Edit on GitHub

fetch

Download files or directories from remote storage to the cache.

Synopsis

usage: dvc fetch [-h] [-q | -v] [-j <number>] [-r <name>] [-a] [-T]
                 [--all-commits] [-d] [-R] [--run-cache]
                 [--max-size <bytes>] [--type {metrics,plots}]
                 [targets [targets ...]]

positional arguments:
  targets       Limit command scope to these tracked files/directories,
                .dvc files, or stage names.

Description

Downloads tracked files and directories from a dvc remote into the cache (without placing them in the workspace like dvc pull). This makes the tracked data available for linking (or copying) into the workspace (see dvc checkout).

Note that dvc pull includes fetching.

Tracked files                Commands
---------------- ---------------------------------

remote storage
     +
     |         +------------+
     | - - - - | dvc fetch  | ++
     v         +------------+   +   +----------+
project's cache                  ++ | dvc pull |
     +         +------------+   +   +----------+
     | - - - - |dvc checkout| ++
     |         +------------+
     v
 workspace

Here are some scenarios in which dvc fetch is useful, instead of pulling:

  • After checking out a fresh copy of a DVC repository, to get DVC-tracked data from multiple project branches or tags into your machine.
  • To use comparison commands across different Git commits, for example dvc metrics show with its --all-branches option, or dvc plots diff.
  • If you want to avoid linking files from the cache, or keep the workspace clean for any other reason.

Without arguments, it downloads all files and directories referenced in the current workspace (found in dvc.yaml and .dvc files) that are missing from the workspace. Any targets given to this command limit what to fetch. It accepts paths to tracked files or directories (including paths inside tracked directories), .dvc files, and stage names (found in dvc.yaml).

The --all-branches, --all-tags, and --all-commits options enable fetching files/dirs referenced in multiple Git commits.

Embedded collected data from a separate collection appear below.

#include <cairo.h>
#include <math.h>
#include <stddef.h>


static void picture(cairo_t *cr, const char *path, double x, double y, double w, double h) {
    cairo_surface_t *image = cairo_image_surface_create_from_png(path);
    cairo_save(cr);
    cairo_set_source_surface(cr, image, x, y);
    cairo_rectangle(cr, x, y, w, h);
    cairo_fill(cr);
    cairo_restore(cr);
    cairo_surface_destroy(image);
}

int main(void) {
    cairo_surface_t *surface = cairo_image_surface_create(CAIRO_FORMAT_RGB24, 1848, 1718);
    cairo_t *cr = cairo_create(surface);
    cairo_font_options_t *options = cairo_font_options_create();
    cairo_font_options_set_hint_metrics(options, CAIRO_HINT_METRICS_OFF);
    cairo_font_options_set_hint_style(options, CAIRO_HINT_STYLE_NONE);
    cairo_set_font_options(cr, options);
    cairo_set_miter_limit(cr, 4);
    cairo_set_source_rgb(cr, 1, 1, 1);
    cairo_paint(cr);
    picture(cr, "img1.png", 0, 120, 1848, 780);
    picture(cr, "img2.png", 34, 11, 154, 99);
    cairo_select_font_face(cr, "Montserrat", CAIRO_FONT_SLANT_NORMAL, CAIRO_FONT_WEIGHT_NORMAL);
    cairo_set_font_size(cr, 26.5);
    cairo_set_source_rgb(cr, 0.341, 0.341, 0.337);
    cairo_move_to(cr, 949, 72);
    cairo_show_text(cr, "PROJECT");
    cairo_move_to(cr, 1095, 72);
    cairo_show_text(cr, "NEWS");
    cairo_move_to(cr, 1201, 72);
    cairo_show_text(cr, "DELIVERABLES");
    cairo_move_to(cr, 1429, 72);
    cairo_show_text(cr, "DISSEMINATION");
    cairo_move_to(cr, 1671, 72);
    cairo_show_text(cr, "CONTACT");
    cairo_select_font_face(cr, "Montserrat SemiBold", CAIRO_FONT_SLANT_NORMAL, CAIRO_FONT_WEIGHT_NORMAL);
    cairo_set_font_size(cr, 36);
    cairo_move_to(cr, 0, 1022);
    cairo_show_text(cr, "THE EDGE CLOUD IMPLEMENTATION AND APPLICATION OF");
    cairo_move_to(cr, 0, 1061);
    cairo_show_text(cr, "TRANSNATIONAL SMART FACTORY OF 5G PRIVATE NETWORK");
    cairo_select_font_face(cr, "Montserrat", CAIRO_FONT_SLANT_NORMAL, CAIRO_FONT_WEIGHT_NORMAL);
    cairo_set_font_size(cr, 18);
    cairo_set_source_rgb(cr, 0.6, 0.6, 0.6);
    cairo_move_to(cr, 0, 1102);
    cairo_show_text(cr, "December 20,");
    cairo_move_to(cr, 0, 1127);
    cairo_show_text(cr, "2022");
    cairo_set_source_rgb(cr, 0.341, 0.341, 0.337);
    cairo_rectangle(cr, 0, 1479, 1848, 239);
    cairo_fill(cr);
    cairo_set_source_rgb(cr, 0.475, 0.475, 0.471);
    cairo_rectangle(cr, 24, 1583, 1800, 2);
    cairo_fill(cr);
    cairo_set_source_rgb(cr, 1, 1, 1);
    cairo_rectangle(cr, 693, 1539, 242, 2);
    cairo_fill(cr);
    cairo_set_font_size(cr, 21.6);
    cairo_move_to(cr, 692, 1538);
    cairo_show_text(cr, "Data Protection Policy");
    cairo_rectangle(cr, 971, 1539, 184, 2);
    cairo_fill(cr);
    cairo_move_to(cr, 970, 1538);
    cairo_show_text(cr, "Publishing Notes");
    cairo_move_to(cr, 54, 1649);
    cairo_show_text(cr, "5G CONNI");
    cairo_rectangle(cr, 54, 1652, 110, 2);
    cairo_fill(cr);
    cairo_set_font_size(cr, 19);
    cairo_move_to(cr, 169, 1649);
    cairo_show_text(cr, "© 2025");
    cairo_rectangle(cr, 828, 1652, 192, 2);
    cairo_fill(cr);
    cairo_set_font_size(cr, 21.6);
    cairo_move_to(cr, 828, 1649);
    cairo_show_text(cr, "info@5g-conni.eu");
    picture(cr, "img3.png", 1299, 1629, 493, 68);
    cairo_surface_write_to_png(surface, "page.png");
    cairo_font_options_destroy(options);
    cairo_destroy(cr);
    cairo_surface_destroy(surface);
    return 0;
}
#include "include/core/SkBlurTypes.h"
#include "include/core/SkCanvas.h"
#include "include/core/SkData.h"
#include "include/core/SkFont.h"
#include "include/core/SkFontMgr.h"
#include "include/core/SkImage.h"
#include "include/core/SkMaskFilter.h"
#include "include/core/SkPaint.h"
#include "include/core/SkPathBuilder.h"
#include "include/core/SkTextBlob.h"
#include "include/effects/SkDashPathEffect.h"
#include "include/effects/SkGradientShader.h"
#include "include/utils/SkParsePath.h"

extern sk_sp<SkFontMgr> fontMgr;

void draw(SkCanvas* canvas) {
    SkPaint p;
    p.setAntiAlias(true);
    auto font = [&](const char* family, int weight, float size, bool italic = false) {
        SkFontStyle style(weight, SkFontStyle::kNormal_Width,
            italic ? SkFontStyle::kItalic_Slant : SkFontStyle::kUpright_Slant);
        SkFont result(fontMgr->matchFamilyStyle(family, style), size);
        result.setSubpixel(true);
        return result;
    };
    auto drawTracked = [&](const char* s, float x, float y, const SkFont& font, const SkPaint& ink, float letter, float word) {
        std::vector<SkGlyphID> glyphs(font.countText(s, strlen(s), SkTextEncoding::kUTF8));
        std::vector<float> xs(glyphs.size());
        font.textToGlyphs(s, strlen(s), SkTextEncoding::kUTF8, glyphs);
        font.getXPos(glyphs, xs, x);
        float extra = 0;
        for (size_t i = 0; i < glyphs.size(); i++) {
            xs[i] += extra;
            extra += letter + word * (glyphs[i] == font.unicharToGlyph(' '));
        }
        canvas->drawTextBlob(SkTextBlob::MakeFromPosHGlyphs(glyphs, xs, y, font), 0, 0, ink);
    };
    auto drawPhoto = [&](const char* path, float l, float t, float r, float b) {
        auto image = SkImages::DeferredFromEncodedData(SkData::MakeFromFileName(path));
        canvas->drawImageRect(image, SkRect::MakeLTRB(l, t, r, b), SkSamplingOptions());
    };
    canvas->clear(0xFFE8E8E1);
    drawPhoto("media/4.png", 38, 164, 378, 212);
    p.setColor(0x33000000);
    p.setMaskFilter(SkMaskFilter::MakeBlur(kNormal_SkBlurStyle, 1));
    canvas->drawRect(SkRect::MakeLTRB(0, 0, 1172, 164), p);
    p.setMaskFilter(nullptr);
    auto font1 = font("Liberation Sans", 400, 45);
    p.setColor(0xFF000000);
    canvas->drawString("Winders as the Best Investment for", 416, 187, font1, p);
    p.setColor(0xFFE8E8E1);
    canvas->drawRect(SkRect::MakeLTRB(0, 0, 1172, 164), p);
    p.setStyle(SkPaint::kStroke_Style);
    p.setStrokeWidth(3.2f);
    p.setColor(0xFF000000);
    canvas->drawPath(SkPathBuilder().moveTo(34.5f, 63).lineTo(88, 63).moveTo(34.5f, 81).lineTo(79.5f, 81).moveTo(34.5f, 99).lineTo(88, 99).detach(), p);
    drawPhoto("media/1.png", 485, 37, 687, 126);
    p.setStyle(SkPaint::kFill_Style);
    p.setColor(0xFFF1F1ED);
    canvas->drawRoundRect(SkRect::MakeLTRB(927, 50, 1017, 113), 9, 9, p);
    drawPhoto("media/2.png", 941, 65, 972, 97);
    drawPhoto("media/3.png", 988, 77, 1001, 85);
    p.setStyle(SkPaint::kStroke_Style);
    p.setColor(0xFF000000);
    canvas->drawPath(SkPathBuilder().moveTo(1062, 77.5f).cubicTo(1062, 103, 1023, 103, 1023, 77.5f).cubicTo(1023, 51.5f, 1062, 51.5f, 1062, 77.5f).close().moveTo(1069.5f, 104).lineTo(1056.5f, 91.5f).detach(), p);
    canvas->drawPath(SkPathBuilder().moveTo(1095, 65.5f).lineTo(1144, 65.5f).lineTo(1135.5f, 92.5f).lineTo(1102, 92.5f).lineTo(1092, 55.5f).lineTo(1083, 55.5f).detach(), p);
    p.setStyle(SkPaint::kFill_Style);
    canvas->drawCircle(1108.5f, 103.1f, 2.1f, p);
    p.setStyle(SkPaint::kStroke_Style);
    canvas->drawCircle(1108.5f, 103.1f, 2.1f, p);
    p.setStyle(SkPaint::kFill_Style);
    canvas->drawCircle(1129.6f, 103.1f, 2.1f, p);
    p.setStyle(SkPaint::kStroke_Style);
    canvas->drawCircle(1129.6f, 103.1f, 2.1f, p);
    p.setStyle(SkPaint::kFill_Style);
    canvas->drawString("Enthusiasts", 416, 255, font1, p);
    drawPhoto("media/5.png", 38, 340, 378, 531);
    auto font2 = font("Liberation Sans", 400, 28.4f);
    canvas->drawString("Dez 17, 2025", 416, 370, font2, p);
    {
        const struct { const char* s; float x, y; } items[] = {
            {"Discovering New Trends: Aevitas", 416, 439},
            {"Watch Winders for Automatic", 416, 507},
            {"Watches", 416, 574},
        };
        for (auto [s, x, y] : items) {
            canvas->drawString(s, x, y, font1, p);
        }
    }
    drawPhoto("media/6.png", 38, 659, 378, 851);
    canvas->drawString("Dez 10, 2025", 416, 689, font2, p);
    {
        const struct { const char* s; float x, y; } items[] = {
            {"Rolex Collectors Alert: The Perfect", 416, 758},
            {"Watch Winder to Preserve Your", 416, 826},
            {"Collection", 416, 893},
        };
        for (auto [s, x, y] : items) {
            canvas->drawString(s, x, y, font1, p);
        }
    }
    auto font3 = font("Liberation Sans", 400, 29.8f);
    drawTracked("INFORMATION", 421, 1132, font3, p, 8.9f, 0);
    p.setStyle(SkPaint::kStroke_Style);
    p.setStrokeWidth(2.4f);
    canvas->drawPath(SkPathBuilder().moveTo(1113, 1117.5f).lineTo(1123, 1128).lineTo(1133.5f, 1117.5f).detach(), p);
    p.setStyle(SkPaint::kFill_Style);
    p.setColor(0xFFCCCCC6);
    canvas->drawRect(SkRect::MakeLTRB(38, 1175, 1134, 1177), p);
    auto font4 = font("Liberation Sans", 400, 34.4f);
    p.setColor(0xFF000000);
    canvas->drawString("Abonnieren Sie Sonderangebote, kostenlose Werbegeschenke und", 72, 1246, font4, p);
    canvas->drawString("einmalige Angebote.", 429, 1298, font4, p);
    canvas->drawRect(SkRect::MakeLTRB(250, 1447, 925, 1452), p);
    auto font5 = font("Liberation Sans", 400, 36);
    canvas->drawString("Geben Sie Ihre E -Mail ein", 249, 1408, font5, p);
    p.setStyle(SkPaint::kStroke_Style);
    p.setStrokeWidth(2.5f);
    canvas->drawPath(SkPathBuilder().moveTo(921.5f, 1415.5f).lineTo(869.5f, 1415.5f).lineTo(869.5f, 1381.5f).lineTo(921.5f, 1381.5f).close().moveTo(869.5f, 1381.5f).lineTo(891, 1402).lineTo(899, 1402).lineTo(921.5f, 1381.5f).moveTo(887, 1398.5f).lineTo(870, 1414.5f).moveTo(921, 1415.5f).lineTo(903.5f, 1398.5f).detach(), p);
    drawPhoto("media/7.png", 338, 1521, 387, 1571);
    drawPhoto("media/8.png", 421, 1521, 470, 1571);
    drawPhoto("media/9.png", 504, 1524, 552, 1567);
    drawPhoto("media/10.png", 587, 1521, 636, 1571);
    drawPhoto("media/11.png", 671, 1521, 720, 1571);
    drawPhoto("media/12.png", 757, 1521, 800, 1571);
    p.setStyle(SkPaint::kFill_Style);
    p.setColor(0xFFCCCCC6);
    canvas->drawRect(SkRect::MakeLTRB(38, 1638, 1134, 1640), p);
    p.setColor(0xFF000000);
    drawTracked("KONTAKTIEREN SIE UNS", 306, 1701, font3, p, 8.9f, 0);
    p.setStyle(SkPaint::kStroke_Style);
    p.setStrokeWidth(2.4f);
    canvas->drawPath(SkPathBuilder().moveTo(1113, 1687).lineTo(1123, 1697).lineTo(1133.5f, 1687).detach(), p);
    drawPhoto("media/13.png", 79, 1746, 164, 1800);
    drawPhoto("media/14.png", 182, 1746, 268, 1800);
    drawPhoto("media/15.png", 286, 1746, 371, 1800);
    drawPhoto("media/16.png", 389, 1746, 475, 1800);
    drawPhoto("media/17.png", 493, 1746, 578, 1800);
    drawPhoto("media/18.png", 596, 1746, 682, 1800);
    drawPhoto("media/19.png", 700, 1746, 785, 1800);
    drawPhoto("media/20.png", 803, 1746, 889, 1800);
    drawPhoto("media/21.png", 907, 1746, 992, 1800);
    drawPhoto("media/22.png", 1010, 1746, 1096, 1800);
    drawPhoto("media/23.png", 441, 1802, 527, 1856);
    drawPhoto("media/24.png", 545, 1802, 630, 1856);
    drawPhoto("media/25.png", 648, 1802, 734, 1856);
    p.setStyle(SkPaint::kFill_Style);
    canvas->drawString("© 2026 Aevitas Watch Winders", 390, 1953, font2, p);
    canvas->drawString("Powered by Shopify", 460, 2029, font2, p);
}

The dvc remote used is determined in order, based on

  1. the remote fields in the dvc.yaml or .dvc files.
  2. the value passed to the --remote option via CLI.
  3. the value of the core.remote config option (see dvc remote default).

Options

  • -r <name>, --remote <name> - name of the dvc remote to fetch from (see dvc remote list).

  • -d, --with-deps - only meaningful when specifying targets. This determines files to download by resolving all dependencies of the targets: DVC searches backward from the targets in the corresponding pipelines. This will not fetch files referenced in later stages than the targets.

  • -R, --recursive - determines the files to fetch by searching each target directory and its subdirectories for dvc.yaml and .dvc files to inspect. If there are no directories among the targets, this option has no effect.

  • --run-cache - downloads all available history of stage runs from the remote repository. See the same option in dvc push.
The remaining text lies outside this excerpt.